Below are the records; give again exactly the line with "M1261,686L1302,694L1299,713L1257,705Z", the line with "M1135,1139L1201,1034L1220,1030L1259,1041", and each line that lies between them, and nothing besides.

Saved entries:
Start of Block

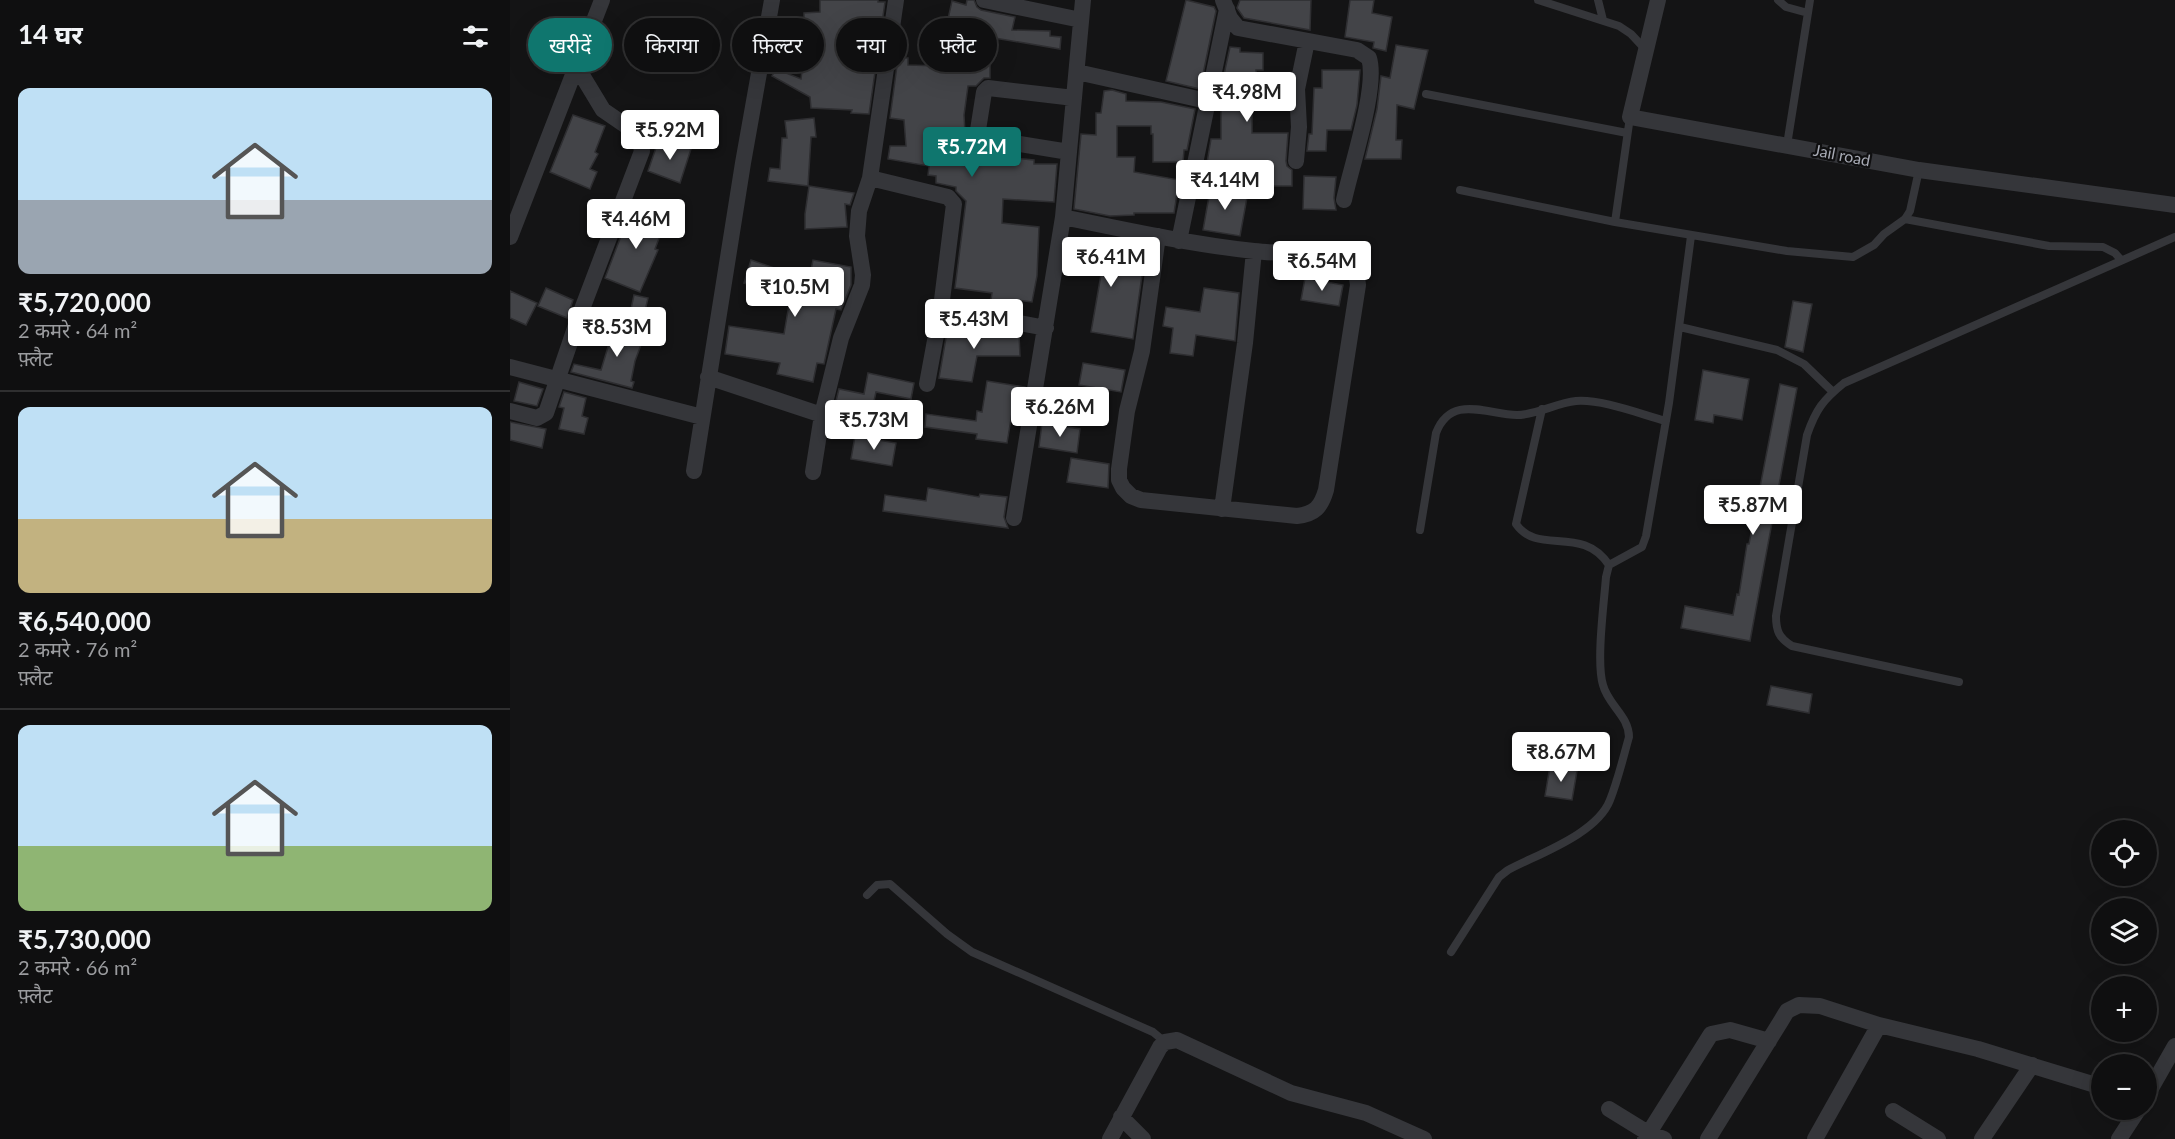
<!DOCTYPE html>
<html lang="hi">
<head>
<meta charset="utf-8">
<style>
  body { margin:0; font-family:Lato,"Noto Sans Devanagari",sans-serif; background:#181819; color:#f1f3f6; height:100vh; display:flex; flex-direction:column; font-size:22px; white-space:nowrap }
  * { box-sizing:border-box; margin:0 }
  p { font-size:20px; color:#9b9c9f }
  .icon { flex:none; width:33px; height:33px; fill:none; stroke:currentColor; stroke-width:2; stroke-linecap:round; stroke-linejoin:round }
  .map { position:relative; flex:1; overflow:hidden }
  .panel { display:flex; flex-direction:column; background:#0f0f10; width:510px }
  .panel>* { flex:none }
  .guide { position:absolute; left:18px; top:18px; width:570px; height:54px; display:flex; gap:12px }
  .controls { position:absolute; left:1581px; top:820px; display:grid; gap:12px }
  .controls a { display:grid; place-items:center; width:66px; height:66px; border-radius:50%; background:#0f0f10; box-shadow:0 6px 24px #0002,0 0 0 2px #2f2f30; font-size:30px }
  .price { position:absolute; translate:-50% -51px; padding:0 14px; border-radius:6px; background:#fff; color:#222; font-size:20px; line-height:39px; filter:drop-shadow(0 2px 3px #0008) }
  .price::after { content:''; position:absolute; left:50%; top:36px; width:18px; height:14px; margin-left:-9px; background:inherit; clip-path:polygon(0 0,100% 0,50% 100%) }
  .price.current { background:#0f766e; color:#fff }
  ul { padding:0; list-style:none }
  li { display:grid; align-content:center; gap:12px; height:318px; padding:0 18px }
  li+li { border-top:2px solid #2f2f30 }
  li span { display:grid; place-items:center; height:186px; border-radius:12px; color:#555 }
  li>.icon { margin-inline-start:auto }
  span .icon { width:108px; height:108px; fill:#fffc; stroke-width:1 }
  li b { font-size:26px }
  h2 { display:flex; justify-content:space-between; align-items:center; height:72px; padding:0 18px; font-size:26px }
  .tag { padding:0 21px; border-radius:27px; background:#0f0f10; box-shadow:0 6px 24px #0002,0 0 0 2px #2f2f30; font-size:21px; line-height:54px }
  .tag.current { background:#0f766e; color:#fff }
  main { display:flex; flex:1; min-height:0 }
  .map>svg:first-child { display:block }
</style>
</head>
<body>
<main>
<section class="panel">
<h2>14 घर<svg class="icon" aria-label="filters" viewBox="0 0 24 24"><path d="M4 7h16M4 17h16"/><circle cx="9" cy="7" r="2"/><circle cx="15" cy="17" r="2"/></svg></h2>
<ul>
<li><span style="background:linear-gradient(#bfe0f5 60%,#9aa5b1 0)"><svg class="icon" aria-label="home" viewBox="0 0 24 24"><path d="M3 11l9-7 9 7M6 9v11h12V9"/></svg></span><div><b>₹5,720,000</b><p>2 कमरे · 64 m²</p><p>फ़्लैट</p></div></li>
<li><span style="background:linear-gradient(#bfe0f5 60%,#c2b280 0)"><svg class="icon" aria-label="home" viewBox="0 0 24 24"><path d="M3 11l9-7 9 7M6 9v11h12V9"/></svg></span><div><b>₹6,540,000</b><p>2 कमरे · 76 m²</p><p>फ़्लैट</p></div></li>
<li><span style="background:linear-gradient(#bfe0f5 65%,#8fb573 0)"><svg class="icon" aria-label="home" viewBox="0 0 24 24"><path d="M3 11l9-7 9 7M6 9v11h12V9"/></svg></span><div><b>₹5,730,000</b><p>2 कमरे · 66 m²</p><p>फ़्लैट</p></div></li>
</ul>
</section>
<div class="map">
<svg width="1665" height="1139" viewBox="0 0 1665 1139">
  <rect width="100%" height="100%" fill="#141415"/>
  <path fill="#434448" stroke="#2e2e31" stroke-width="1.5" d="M310,0H368V2H375L359,114L341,113L342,110L301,108L300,97L262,76L266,69L291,79L297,28H294V13L310,12Z
    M457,0H464L467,7L471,10L505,17L502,30L540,31V36L551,37L550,49L473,36V33L451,32V30L436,28L442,1L456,5Z
    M676,0L704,7L706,11L690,89L656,81Z
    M730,0H801L800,30L734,18L727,8Z
    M840,0H864L862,13L882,17L876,51L863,48L864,42L835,37Z
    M886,45L918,50L904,109L887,105L886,140H892L891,159H855L867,109L871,76L880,78Z
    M720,47L730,48V52L753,53V70H746V107H742V133H778L776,161L777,166L782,170V186H762V180L752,179V162L697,163L701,139H711V102H708Z
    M388,58H398V65L430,66V59L468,63V58H480V78H474L466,86H458L454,115L456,150L482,151V156L524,160V164H547L544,202L493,199L492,223L529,227L527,276L522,302L505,300L504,311L480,307L482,293L445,288L456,201L446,191V187L426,183V176L418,175L419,166L378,159L380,146H396L394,120L380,118Z
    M812,70H850L847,105L841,130H817L816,151H797L799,134H802L804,88H812Z
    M602,90L616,94V101L651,102L685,109L677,150H674L673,162H643V134H641V126H607V157H625L624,172L669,180L664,213H624V215L600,216L564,209L571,134L586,135V113H591L594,91Z
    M63,115L95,126L85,152L88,154L80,169L87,172L80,189L40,172Z
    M304,118L306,137H301L298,186L258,181L260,168L270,169L272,138H277L275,121Z
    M149,139L181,149L170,183L138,171Z
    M794,176L826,177L824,198L826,210L793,209Z
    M701,185L738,192L730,236L693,230Z
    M299,186L344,193L340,205L335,204L337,227L295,229V214Z
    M122,207L156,220L145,249L148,250L130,292L95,278Z
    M560,239L598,246L596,254L634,261L623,339L581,332L592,269L556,262Z
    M241,260L299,280L303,260L341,267V285L331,310L326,309L314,364L307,363L303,382L267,374L270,363L215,354L219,326L274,334L280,299L234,283Z
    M795,278L833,285L829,306L791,300Z
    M36,288L63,300L57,318L28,306Z
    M694,288L729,293L725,341L686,335L683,356L660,353L663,328L653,326L656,307L690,312Z
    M0,291L27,303L16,325L0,318Z
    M124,295L138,298L135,311L121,309Z
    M1283,301L1302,304L1293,352L1275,347Z
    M105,324L135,334L125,361L121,381L124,382L122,388L61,372L64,364L91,370Z
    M438,326L447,327L446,329L477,330L478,328L509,334L510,356H467L462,382L429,378Z
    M573,363L615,370L611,392L569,385Z
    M1193,370L1239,379L1232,420L1204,415L1203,423L1185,420Z
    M358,373L404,383L401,399L366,392L361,415L325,405L329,389L354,394Z
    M477,381L515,387L510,414L502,413L497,443L466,439L467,434L415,427L416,414L466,421L467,411L472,412Z
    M9,382L33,389L27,406L4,401Z
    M1270,384L1287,388L1240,641L1171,628L1175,606L1223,615L1227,594L1229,595L1237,544H1239Z
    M54,392L76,398L72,416L78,418L74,434L49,429L54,408L49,407Z
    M0,422L36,429L32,448L0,440Z
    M532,423L570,429L567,453L529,447Z
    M345,436L386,443L382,466L341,459Z
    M561,458L599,464L598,488L557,482Z
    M418,488L469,497L470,494L497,497L494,517L498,528L373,511L375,495L416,501Z
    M1261,686L1302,694L1299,713L1257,705Z
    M1040,766L1067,771L1062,800L1035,796Z"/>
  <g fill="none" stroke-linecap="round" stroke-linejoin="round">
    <path stroke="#35363a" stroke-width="8" d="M1028,0L1109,26L1121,34L1135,49
      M1088,0L1093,20
      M1268,0L1276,7L1298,13
      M916,94L1117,133
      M1120,117L1105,222L1277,251L1343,257L1364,245L1374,234L1395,219L1400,211L1409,170
      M1277,145L1300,0
      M950,190L1105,222
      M1395,219L1539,246L1593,247L1605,253L1611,260
      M1170,327L1267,350L1294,364L1323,392
      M1032,409L1006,524C1028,556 1072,524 1099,565
      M910,530L926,433C941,394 976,414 1007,415C1027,415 1046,403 1066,401C1092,399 1130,414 1156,421
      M1449,682L1282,646C1269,638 1266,631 1266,616L1297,435C1306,409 1313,400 1334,383L1665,237
      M357,895L367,885L380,884L437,934L462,952L643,1032L655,1042
      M941,952L989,877L998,870C1028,854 1087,834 1100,800C1108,780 1113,758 1119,737C1119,716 1098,705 1093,685C1086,662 1094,603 1096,577L1099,565L1132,547L1136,536L1159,403L1181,236"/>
    <path stroke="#35363a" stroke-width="16" d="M474,0L571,20
      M713,0L720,18L728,28L847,50L859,58C868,87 841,167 834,200
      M1148,0L1120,117L1409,170L1665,205
      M567,72L697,101
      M559,152L480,139L470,136L468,130L474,92L478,88L564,98
      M786,161L789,127L787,89L797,41
      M360,178L438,197L444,204L431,308L536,328
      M553,217C616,230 680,244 744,251C774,254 805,254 836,258L845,264L848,285L816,490C811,507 805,514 787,516L631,500L621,496L613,488L609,480V469L617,411L632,351L648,236
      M0,237L92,0
      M669,241L717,9
      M0,367L192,417
      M198,377L312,415
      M417,384L431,308
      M0,411L27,418L36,413L66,325L132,151L128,134L93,110L67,67
      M184,471L233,163L262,0
      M303,472L312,415L331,338L352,285L353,275L347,236L349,211L360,178L386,0
      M712,509L735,343L744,251
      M504,518L553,217L573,0
      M1636,1097L1665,1046
      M1099,1109L1138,1133L1154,1139
      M1383,1111L1428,1139
      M611,1117L633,1139
      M600,1139L650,1047L655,1042L667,1040L781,1093L856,1113L914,1139
      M1135,1139L1201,1034L1220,1030L1259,1041
      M1198,1139L1271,1021L1277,1011L1289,1005L1310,1006L1369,1025L1468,1049L1592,1087
      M1305,1139L1369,1025
      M1472,1139L1522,1065
      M1609,1139L1628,1110"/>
  </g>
  <g text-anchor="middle" stroke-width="4.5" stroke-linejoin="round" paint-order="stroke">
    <g font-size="16" fill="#a7aab4" stroke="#0f0f10">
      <text transform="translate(1332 155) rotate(11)" y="6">Jail road</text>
    </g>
  </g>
</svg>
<div class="controls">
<a><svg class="icon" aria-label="locate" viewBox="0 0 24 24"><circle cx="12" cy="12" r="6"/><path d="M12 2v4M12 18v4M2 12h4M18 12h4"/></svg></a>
<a><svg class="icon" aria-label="layers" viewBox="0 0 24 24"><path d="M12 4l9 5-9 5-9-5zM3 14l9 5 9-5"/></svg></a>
<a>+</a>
<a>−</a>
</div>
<b class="price" style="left:737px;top:123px">₹4.98M</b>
<b class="price" style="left:160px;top:161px">₹5.92M</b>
<b class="price current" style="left:462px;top:178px">₹5.72M</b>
<b class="price" style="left:715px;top:211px">₹4.14M</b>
<b class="price" style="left:126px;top:250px">₹4.46M</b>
<b class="price" style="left:601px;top:288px">₹6.41M</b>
<b class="price" style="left:812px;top:292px">₹6.54M</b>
<b class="price" style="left:285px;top:318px">₹10.5M</b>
<b class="price" style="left:464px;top:350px">₹5.43M</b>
<b class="price" style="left:107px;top:358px">₹8.53M</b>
<b class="price" style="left:550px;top:438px">₹6.26M</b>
<b class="price" style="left:364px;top:451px">₹5.73M</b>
<b class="price" style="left:1243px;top:536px">₹5.87M</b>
<b class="price" style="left:1051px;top:783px">₹8.67M</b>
<div class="guide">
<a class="tag current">खरीदें</a>
<a class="tag">किराया</a>
<a class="tag">फ़िल्टर</a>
<a class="tag">नया</a>
<a class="tag">फ़्लैट</a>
</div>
</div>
</main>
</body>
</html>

End of Block

| Answer section |
    M1261,686L1302,694L1299,713L1257,705Z
    M1040,766L1067,771L1062,800L1035,796Z"/>
  <g fill="none" stroke-linecap="round" stroke-linejoin="round">
    <path stroke="#35363a" stroke-width="8" d="M1028,0L1109,26L1121,34L1135,49
      M1088,0L1093,20
      M1268,0L1276,7L1298,13
      M916,94L1117,133
      M1120,117L1105,222L1277,251L1343,257L1364,245L1374,234L1395,219L1400,211L1409,170
      M1277,145L1300,0
      M950,190L1105,222
      M1395,219L1539,246L1593,247L1605,253L1611,260
      M1170,327L1267,350L1294,364L1323,392
      M1032,409L1006,524C1028,556 1072,524 1099,565
      M910,530L926,433C941,394 976,414 1007,415C1027,415 1046,403 1066,401C1092,399 1130,414 1156,421
      M1449,682L1282,646C1269,638 1266,631 1266,616L1297,435C1306,409 1313,400 1334,383L1665,237
      M357,895L367,885L380,884L437,934L462,952L643,1032L655,1042
      M941,952L989,877L998,870C1028,854 1087,834 1100,800C1108,780 1113,758 1119,737C1119,716 1098,705 1093,685C1086,662 1094,603 1096,577L1099,565L1132,547L1136,536L1159,403L1181,236"/>
    <path stroke="#35363a" stroke-width="16" d="M474,0L571,20
      M713,0L720,18L728,28L847,50L859,58C868,87 841,167 834,200
      M1148,0L1120,117L1409,170L1665,205
      M567,72L697,101
      M559,152L480,139L470,136L468,130L474,92L478,88L564,98
      M786,161L789,127L787,89L797,41
      M360,178L438,197L444,204L431,308L536,328
      M553,217C616,230 680,244 744,251C774,254 805,254 836,258L845,264L848,285L816,490C811,507 805,514 787,516L631,500L621,496L613,488L609,480V469L617,411L632,351L648,236
      M0,237L92,0
      M669,241L717,9
      M0,367L192,417
      M198,377L312,415
      M417,384L431,308
      M0,411L27,418L36,413L66,325L132,151L128,134L93,110L67,67
      M184,471L233,163L262,0
      M303,472L312,415L331,338L352,285L353,275L347,236L349,211L360,178L386,0
      M712,509L735,343L744,251
      M504,518L553,217L573,0
      M1636,1097L1665,1046
      M1099,1109L1138,1133L1154,1139
      M1383,1111L1428,1139
      M611,1117L633,1139
      M600,1139L650,1047L655,1042L667,1040L781,1093L856,1113L914,1139
      M1135,1139L1201,1034L1220,1030L1259,1041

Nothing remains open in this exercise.